- **Your instructions**: Pull every line that includes the word "Anunciacion" out of the data below and copy it.

- **Data for this exercise**:
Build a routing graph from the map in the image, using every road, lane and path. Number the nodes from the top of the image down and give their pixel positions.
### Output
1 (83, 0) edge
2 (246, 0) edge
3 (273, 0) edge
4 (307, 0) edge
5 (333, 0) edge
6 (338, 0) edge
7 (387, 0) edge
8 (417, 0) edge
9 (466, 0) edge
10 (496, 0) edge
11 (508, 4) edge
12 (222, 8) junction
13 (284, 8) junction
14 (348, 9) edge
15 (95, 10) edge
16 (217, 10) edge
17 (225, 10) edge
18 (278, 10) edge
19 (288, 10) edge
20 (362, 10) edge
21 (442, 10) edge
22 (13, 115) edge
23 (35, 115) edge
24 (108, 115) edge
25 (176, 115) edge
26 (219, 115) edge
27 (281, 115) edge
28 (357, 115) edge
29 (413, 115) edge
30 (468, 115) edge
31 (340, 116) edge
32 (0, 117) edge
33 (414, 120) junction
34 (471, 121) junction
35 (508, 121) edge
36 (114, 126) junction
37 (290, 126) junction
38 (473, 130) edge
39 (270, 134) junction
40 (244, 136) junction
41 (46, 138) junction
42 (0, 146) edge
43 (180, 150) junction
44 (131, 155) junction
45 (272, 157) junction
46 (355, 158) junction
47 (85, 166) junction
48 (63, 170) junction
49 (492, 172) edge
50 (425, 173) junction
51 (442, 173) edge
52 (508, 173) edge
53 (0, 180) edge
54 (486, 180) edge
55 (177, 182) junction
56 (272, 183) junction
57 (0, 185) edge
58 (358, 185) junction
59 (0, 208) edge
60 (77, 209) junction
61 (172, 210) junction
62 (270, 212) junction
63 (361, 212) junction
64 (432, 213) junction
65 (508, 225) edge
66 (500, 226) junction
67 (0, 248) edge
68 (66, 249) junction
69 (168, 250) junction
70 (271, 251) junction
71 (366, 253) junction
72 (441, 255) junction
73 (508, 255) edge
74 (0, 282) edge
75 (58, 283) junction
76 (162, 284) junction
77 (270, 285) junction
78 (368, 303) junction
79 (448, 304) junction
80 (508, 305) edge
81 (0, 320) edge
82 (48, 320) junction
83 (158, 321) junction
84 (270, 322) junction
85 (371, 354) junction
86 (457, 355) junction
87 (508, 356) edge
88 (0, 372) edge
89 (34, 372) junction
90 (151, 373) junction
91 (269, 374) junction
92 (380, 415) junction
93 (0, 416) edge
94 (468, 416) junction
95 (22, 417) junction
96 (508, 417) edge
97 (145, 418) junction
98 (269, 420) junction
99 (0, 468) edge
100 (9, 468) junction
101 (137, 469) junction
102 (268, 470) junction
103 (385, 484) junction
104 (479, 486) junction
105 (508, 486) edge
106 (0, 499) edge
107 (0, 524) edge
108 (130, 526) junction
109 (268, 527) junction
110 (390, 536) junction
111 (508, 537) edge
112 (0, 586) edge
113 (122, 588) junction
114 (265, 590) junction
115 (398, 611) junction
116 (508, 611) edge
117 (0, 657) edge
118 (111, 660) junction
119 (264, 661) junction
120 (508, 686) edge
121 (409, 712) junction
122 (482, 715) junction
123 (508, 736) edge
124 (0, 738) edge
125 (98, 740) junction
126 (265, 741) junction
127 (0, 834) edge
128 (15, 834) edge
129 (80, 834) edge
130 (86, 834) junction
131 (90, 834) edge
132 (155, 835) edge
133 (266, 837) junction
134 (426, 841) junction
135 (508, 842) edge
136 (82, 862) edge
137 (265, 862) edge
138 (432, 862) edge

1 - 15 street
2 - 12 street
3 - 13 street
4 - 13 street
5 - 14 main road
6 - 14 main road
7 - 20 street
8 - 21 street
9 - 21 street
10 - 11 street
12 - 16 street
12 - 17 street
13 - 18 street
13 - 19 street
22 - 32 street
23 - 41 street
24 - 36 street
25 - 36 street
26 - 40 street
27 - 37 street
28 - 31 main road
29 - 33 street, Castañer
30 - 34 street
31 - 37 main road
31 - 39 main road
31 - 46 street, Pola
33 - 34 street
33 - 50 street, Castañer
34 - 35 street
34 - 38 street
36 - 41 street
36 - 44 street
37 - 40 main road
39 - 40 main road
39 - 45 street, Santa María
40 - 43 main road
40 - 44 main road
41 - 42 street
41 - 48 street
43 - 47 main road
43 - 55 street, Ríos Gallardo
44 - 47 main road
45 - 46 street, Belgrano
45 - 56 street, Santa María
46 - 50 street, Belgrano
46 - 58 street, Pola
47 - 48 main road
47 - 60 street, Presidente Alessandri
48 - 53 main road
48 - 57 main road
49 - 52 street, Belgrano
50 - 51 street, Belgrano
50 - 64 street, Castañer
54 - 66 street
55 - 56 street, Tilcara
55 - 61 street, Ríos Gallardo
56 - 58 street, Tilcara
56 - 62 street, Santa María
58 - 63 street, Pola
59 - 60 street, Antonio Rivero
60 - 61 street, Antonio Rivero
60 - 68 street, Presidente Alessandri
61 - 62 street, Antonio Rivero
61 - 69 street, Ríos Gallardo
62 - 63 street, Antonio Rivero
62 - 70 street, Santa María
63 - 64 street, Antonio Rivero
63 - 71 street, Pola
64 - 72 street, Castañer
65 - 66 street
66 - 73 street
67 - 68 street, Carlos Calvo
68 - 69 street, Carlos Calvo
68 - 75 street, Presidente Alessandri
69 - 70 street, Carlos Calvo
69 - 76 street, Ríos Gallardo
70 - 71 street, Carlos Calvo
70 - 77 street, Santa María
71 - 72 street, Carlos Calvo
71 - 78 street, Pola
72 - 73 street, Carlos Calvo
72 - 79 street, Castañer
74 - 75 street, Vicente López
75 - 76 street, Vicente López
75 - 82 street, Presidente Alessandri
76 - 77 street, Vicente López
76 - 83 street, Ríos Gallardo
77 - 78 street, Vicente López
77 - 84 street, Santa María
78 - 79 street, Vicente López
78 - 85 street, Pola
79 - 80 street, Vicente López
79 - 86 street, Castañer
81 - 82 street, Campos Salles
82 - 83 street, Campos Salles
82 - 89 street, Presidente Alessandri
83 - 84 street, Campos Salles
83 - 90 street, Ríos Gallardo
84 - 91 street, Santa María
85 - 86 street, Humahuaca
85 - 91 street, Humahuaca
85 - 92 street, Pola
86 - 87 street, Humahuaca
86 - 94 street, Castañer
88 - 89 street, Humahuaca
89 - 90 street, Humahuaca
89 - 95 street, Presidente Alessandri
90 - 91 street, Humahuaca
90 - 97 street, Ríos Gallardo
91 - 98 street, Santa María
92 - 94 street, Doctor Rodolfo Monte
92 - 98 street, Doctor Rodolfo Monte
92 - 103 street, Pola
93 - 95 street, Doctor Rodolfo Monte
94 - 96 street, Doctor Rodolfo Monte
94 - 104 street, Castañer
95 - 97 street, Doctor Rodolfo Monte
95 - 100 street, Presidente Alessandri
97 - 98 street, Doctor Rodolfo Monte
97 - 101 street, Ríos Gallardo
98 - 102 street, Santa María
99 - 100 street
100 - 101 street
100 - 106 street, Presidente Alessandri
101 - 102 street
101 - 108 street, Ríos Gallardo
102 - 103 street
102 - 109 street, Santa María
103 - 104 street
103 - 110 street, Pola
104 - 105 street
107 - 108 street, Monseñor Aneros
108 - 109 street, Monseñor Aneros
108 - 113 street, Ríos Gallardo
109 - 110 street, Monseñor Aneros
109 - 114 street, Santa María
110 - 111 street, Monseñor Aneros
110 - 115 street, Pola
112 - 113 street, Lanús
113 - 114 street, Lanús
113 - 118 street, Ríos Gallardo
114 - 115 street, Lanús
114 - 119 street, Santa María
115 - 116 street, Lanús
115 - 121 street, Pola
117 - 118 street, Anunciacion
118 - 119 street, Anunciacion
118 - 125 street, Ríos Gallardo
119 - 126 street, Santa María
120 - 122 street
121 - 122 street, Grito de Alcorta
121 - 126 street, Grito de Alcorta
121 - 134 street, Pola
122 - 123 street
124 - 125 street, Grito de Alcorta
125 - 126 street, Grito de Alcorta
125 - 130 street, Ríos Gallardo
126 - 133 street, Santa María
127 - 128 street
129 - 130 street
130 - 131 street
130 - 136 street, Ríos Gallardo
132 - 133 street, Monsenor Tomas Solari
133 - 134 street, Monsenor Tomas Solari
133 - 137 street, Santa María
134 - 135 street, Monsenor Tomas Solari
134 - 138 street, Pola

- **Answer for the task**:
117 - 118 street, Anunciacion
118 - 119 street, Anunciacion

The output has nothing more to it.